(What is expected): For this task, copy the data that follows exactly, keeping every character.

═══ Records supplied ═══

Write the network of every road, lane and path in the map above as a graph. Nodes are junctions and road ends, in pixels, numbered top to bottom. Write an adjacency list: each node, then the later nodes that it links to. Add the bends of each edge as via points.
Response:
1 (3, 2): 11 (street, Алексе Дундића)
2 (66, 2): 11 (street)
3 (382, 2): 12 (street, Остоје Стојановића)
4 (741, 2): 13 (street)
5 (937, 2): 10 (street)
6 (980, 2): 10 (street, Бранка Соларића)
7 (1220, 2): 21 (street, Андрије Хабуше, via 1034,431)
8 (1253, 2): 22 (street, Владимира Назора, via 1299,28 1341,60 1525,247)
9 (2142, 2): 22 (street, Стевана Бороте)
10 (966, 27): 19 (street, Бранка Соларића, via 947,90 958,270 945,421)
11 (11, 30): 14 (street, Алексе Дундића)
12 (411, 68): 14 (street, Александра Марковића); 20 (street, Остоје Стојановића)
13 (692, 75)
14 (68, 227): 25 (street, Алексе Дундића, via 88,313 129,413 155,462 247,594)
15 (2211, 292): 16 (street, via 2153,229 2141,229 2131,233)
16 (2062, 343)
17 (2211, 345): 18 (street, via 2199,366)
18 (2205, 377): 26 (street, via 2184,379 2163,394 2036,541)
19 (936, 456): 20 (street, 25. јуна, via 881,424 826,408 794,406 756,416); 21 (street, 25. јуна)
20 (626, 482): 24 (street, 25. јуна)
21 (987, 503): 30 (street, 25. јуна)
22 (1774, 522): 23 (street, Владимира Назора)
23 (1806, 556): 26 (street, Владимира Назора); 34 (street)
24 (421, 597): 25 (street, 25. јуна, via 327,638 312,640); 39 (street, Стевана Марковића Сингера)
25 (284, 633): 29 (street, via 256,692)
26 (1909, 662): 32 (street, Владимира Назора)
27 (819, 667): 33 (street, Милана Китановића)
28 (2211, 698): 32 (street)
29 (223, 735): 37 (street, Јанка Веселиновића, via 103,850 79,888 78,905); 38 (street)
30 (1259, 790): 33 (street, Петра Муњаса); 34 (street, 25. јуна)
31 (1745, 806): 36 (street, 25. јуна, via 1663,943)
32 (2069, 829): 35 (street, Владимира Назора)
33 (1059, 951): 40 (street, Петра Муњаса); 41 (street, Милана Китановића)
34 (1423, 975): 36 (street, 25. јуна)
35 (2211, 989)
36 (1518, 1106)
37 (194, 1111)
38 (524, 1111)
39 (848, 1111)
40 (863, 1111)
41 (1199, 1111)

═══

(Reply):
Write the network of every road, lane and path in the map above as a graph. Nodes are junctions and road ends, in pixels, numbered top to bottom. Write an adjacency list: each node, then the later nodes that it links to. Add the bends of each edge as via points.
Response:
1 (3, 2): 11 (street, Алексе Дундића)
2 (66, 2): 11 (street)
3 (382, 2): 12 (street, Остоје Стојановића)
4 (741, 2): 13 (street)
5 (937, 2): 10 (street)
6 (980, 2): 10 (street, Бранка Соларића)
7 (1220, 2): 21 (street, Андрије Хабуше, via 1034,431)
8 (1253, 2): 22 (street, Владимира Назора, via 1299,28 1341,60 1525,247)
9 (2142, 2): 22 (street, Стевана Бороте)
10 (966, 27): 19 (street, Бранка Соларића, via 947,90 958,270 945,421)
11 (11, 30): 14 (street, Алексе Дундића)
12 (411, 68): 14 (street, Александра Марковића); 20 (street, Остоје Стојановића)
13 (692, 75)
14 (68, 227): 25 (street, Алексе Дундића, via 88,313 129,413 155,462 247,594)
15 (2211, 292): 16 (street, via 2153,229 2141,229 2131,233)
16 (2062, 343)
17 (2211, 345): 18 (street, via 2199,366)
18 (2205, 377): 26 (street, via 2184,379 2163,394 2036,541)
19 (936, 456): 20 (street, 25. јуна, via 881,424 826,408 794,406 756,416); 21 (street, 25. јуна)
20 (626, 482): 24 (street, 25. јуна)
21 (987, 503): 30 (street, 25. јуна)
22 (1774, 522): 23 (street, Владимира Назора)
23 (1806, 556): 26 (street, Владимира Назора); 34 (street)
24 (421, 597): 25 (street, 25. јуна, via 327,638 312,640); 39 (street, Стевана Марковића Сингера)
25 (284, 633): 29 (street, via 256,692)
26 (1909, 662): 32 (street, Владимира Назора)
27 (819, 667): 33 (street, Милана Китановића)
28 (2211, 698): 32 (street)
29 (223, 735): 37 (street, Јанка Веселиновића, via 103,850 79,888 78,905); 38 (street)
30 (1259, 790): 33 (street, Петра Муњаса); 34 (street, 25. јуна)
31 (1745, 806): 36 (street, 25. јуна, via 1663,943)
32 (2069, 829): 35 (street, Владимира Назора)
33 (1059, 951): 40 (street, Петра Муњаса); 41 (street, Милана Китановића)
34 (1423, 975): 36 (street, 25. јуна)
35 (2211, 989)
36 (1518, 1106)
37 (194, 1111)
38 (524, 1111)
39 (848, 1111)
40 (863, 1111)
41 (1199, 1111)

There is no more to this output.